- Gorsi Tourou attack: Part of Boko Haram insurgency
| Date | June 6–7, 2014 |
| Location | Gorsi Tourou, Far North Region, Cameroon |
| Result | Indecisive Boko Haram remains near Tourou; |

Belligerents
- Cameroon: Boko Haram

Strength
- Unknown: ~300

Casualties and losses
- 1-2 soldiers killed: 118 killed

= Gorsi Tourou attack =

Between June 6–7, 2014, Cameroonian forces attacked Boko Haram militants at their base in Mount Gossi, Gorsi Tourou, Far North Region, Cameroon, killing at least 118 militants. The battle began shortly after the jihadists attacked the town of Tourou, slaughtering many people.

== Background ==
Boko Haram emerged in 2009 as a jihadist social and political movement in a failed rebellion in northeast Nigeria. Throughout the following years, Abubakar Shekau unified militant Islamist groups in the region and continued to foment the rebellion against the Nigerian government, conducting terrorist attacks and bombings in cities and communities across the region. Since the start of 2014, the group had carried out 40 attacks leaving 700 people dead.

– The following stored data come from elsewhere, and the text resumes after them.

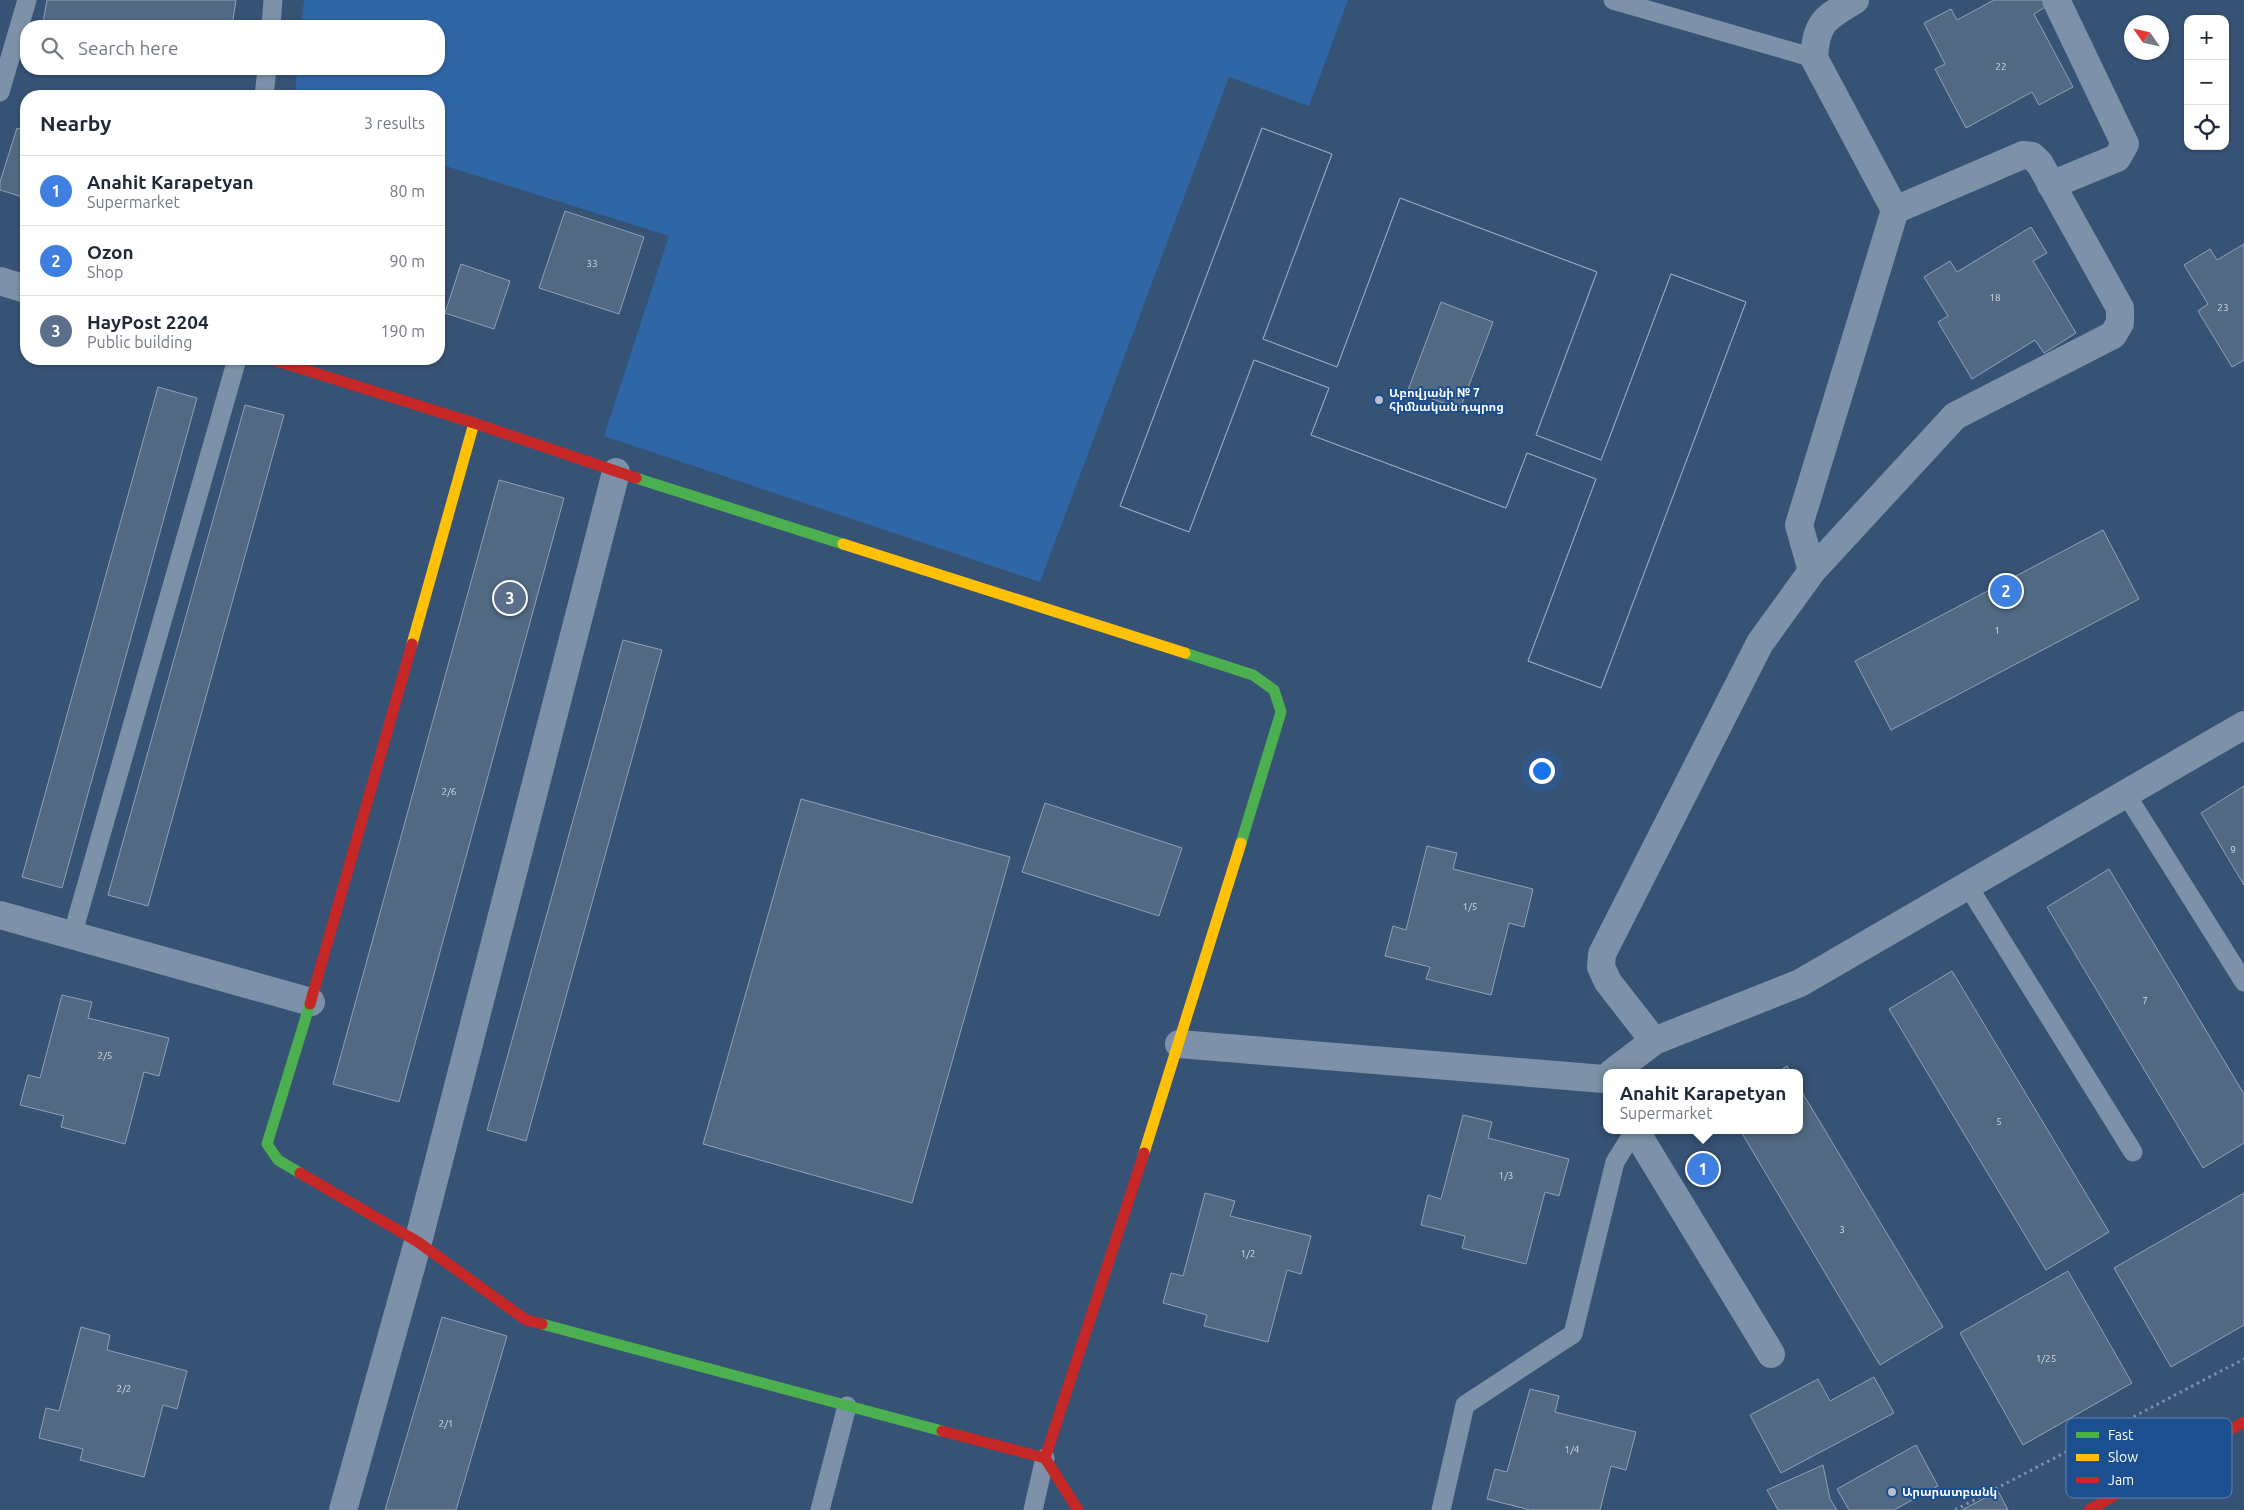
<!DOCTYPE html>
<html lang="en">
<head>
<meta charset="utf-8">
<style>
  :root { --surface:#fff; --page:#f2f2f3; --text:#1f2937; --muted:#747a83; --line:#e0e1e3; --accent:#db2777 }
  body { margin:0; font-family:Ubuntu,"Noto Sans Armenian",sans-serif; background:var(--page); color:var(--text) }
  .controls { position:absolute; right:15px; top:15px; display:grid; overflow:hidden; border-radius:10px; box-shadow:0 1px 4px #0004 }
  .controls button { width:45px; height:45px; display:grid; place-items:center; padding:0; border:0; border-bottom:1px solid var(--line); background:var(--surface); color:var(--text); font:25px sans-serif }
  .compass { position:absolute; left:2124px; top:15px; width:45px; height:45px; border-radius:50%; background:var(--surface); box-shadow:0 1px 4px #0004; rotate:304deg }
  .you { position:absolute; left:1541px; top:770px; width:18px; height:18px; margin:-12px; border:4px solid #fff; border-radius:50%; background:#1a73e8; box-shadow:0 0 0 8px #1a73e833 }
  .badge { display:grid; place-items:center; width:32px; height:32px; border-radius:50%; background:var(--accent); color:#fff; font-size:16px; font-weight:700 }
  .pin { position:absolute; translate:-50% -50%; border:2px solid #fff; box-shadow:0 1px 5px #0006 }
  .popup { position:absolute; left:1603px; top:1069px; width:200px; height:65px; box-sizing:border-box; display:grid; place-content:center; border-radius:10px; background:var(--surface); filter:drop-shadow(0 1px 4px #0005); font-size:16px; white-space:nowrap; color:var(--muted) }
  .popup b { font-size:19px; color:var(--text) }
  .popup::after { content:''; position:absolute; left:50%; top:100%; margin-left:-10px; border:10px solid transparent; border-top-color:var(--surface) }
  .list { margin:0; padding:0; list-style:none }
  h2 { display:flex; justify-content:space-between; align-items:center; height:65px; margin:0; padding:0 20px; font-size:21px }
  h2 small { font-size:16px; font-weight:400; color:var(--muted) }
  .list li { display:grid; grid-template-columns:32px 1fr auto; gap:15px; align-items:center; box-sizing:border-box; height:70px; padding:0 20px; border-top:1px solid var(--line) }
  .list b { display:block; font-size:19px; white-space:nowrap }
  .list p { margin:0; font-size:16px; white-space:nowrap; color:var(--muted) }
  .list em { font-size:16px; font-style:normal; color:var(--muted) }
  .icon { flex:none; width:28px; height:28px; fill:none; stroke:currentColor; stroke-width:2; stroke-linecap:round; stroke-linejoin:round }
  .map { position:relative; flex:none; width:2244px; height:1510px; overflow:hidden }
  .search { position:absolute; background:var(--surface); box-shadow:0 1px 4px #0004; left:20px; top:20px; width:425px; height:55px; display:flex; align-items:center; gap:12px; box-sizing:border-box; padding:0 18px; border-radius:20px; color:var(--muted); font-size:19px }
  .panel { position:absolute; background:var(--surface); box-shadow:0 1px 4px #0004; left:20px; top:90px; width:425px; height:275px; border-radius:20px }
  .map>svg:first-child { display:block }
  .green { fill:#2f66a5 }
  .building { fill:#526984; stroke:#92a2b6; fill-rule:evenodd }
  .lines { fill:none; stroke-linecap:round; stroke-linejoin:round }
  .path { stroke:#7d92a8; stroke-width:3; stroke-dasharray:2.5 4; stroke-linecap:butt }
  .lane { stroke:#7d92a8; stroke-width:19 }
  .street { stroke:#7d92a8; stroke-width:28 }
  .fast { stroke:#4caf50; stroke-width:11 }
  .slow { stroke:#ffc107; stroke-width:11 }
  .jam { stroke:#c62828; stroke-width:11 }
  .poi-dot { fill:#b9c2ce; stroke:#1b4f8f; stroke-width:2 }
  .labels { text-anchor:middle; stroke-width:4; stroke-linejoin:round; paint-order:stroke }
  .number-label { font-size:10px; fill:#d4dae0 }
  .poi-label { font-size:12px; font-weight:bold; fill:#fff; stroke:#1b4f8f; text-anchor:start }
  .key { fill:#1b4f8f; stroke:#5f84b1; stroke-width:1 }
  .key-label { font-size:14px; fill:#fff }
</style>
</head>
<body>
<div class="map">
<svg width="2244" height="1510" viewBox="0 0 2244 1510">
  <rect width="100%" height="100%" fill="#365274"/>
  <path class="green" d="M304 0H1348L1309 106 1229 77 1040 582 604 436 669 236 439 164V96H295L297 69H439V26H301Z"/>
  <path class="building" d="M47 0H236L232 26H68L43 22Z
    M1994 0H2044L2047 6 2034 14 2073 87 2039 105 2032 92 1966 128 1935 69 1945 64 1924 23 1951 9 1957 20Z
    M17 128 26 131V198L0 190V182Z
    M1262 128 1332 154 1263 339 1337 367 1400 198 1597 272 1536 435 1601 460 1671 274 1746 302 1601 688 1528 661 1596 479 1527 453 1506 508 1311 435 1329 388 1254 360 1189 532 1120 506ZM1441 302 1493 322 1460 409 1408 390Z
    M1262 128 1332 154 1263 339 1337 367 1400 198 1597 272 1536 435 1601 460 1671 274 1746 302 1601 688 1528 661 1596 479 1527 453 1506 508 1311 435 1329 388 1254 360 1189 532 1120 506Z
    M565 211 644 237 619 314 539 288Z
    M2031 227 2047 253 2033 261 2076 333 2044 353 2035 340 1972 379 1938 322 1948 316 1924 277 1950 261 1957 272Z
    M2244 244V360L2232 367 2198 311 2208 304 2184 265 2210 249 2217 260Z
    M461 264 510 281 494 329 445 313Z
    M158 387 197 398 62 888 22 877Z
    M245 405 284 415 148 906 108 895Z
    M499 480 564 498 399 1102 333 1084Z
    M2103 530 2139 599 1891 730 1855 661Z
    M623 640 662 650 526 1141 487 1130Z
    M2244 786V885L2201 813Z
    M801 799 1010 857 912 1203 703 1144Z
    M1045 803 1182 848 1159 916 1022 872Z
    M1427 846 1457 853 1453 869 1533 889 1524 927 1509 923 1491 995 1426 979 1430 967 1385 956 1393 926 1406 930Z
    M2109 869 2244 1094V1143L2203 1168 2047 907Z
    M1952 971 2109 1232 2046 1270 1889 1009Z
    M62 995 92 1002 88 1018 169 1038 159 1076 144 1072 125 1144 61 1127 64 1116 20 1105 28 1075 40 1078Z
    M1787 1066 1791 1073H1776Z
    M1799 1087 1943 1327 1880 1365 1740 1130H1799Z
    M1463 1115 1492 1122 1488 1138 1569 1159 1559 1196 1545 1192 1526 1264 1462 1248 1465 1236 1421 1225 1428 1195 1441 1199Z
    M1205 1193 1235 1201 1230 1216 1311 1236 1301 1274 1287 1270 1268 1342 1204 1326 1207 1315 1163 1303 1171 1273 1183 1276Z
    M2244 1193V1325L2171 1367 2114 1268Z
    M2068 1271 2132 1383 2023 1445 1960 1333Z
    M442 1317 507 1336 456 1510H385Z
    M81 1327 110 1335 107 1350 187 1371 177 1409 163 1405 144 1477 80 1460 83 1449 39 1438 46 1408 59 1411Z
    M1874 1377 1894 1413 1781 1473 1750 1415 1818 1379 1830 1401Z
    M1530 1389 1559 1396 1555 1412 1636 1432 1626 1470 1611 1466 1600 1510H1530L1487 1499 1495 1469 1507 1472Z
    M1916 1445 1938 1486 1894 1510H1849L1837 1489Z
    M1823 1465 1830 1499 1837 1510H1778L1767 1490Z
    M1998 1491 2008 1510H1962Z"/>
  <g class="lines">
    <path class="path" d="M1955 1510 2244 1359"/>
    <path class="lane" d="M1613 0 1814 58
      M271 26 273 0
      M0 92 27 0
      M264 96 267 69
      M2126 794 2244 982
      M1968 886 2133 1152
      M72 936 237 359
      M820 1510 847 1406
      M1033 1510 1045 1458
      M1441 1510 1465 1405 1573 1334 1615 1162 1635 1130"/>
    <path class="street" d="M2051 185 2117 158 2125 144 2056 0
      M0 281 26 289
      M1812 571 1799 525 1895 210
      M0 915 311 1002
      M1654 1041 1800 983 2244 725
      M1179 1044 1604 1079
      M1612 1073 1654 1041 1608 982 1601 967 1602 954 1760 643 1812 571 1955 416 2113 335 2120 323V308L2040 164 2032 156 2023 155 1895 210 1814 58C1816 21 1826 18 1855 0
      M1635 1130 1771 1354
      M343 1510 418 1242 616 472"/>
    <path class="fast" d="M636 478 843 544
      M1185 653 1253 675 1274 690 1281 712 1241 843
      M300 1173 278 1160 267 1144 310 1004
      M542 1324 942 1431"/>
    <path class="slow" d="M843 544 1185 653
      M412 644 474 423
      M1144 1153 1241 843"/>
    <path class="jam" d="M271 359 474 423 636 478
      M310 1004 412 644
      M300 1173 418 1242 526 1320 542 1324
      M942 1431 1045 1458
      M1078 1510 1045 1458 1144 1153
      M2089 1510 2244 1422"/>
  </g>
  <g class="poi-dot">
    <circle cx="1379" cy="400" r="5"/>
    <circle cx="1892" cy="1492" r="5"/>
  </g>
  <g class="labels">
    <g class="number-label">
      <text x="2001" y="70">22</text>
      <text x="592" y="267">33</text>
      <text x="1995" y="301">18</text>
      <text x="2223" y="311">23</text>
      <text x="1997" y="634">1</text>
      <text x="449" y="795">2/6</text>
      <text x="2233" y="853">9</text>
      <text x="1470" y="910">1/5</text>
      <text x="2145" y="1004">7</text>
      <text x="105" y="1059">2/5</text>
      <text x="1999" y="1125">5</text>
      <text x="1506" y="1179">1/3</text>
      <text x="1842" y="1233">3</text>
      <text x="1248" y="1257">1/2</text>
      <text x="2046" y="1362">1/25</text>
      <text x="124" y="1392">2/2</text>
      <text x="446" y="1427">2/1</text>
      <text x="1572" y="1453">1/4</text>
    </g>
    <g class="poi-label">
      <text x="1389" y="397">Աբովյանի № 7<tspan x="1389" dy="14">հիմնական դպրոց</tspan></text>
      <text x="1902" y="1496">Արարատբանկ</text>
    </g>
  </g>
  <rect x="2066" y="1418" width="166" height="80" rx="8" class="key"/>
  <rect x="2076" y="1432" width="23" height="6" fill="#4caf50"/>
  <rect x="2076" y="1454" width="23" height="7" fill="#ffc107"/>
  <rect x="2076" y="1477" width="23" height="6" fill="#c62828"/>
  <g class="key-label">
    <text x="2108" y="1440">Fast</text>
    <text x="2108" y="1462">Slow</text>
    <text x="2108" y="1485">Jam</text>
  </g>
</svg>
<div class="controls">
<button>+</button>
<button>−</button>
<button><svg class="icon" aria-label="locate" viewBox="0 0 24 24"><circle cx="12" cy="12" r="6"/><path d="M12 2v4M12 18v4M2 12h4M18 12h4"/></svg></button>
</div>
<svg class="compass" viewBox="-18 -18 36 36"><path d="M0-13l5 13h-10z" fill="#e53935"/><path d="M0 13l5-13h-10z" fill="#747a83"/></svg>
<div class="you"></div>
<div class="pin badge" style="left:1703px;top:1169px;background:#3f7fe0">1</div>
<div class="popup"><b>Anahit Karapetyan</b>Supermarket</div>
<div class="pin badge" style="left:2006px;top:591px;background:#3f7fe0">2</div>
<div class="pin badge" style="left:510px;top:598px;background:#5c6f8a">3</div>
<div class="search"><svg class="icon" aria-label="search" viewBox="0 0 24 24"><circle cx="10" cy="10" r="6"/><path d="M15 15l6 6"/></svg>Search here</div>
<section class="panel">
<h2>Nearby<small>3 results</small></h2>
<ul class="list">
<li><span class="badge" style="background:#3f7fe0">1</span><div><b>Anahit Karapetyan</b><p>Supermarket</p></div><em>80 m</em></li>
<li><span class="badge" style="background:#3f7fe0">2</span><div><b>Ozon</b><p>Shop</p></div><em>90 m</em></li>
<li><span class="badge" style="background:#5c6f8a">3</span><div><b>HayPost 2204</b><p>Public building</p></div><em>190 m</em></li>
</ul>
</section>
</div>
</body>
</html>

The group, since 2011, has expanded into the Lake Chad basin in Cameroon and Chad, with the first attacks in Cameroonian territory beginning in March 2014. The jihadists targeted the Far North Region, a historically impoverished and neglected region. In late May, the Cameroonian government deployed 3,000 troops to the far north to protect against Boko Haram incursions. On May 28, the Cameroonian government repelled two Boko Haram attacks in Achigachia and Amchide. Renewed fighting broke out in Limani the next day. On June 1, Cameroonian authorities reported that forty Boko Haram militants were killed in Kousséri.

== Battle ==
On the evening of June 6, 2014, a group of 200 Boko Haram fighters established a base on Mount Gossi, near Gorsi Tourou, a town near Mokolo. Residents of Gorsi Tourou said that the militants were able to monitor the movements of Cameroonian forces from the tops of the hills. At 5:00pm on June 6 during a heavy downpour, around 300 militants attacked the town of Gorsi Tourou, burning down houses and killing an unknown number of civilians. Cameroonian soldiers from the elite Rapid Intervention Battalion (BIR) attacked the militants, with Cameroonian authorities later saying 118 militants were killed along with two soldiers. Cameroonian Ministry of Defense spokesman Issa Tchiroma said that one soldier and one civilian was killed. Local churches contacted by the Cameroon Concord said that eight of their members were killed during the attack. Villagers buried the bodies of seven Boko Haram militants, and the surviving jihadists took more bodies with them. Moussa Sambo, the village chief of Gorsi Tourou, told Voice of America that Cameroonian soldiers were unable to reach the tops of the hills where the militants were positioned. While Cameroonian authorities said that the remaining militants fled to Nigeria, Sambo said that many were still present.

Many villagers from Gorsi Tourou fled to Maroua.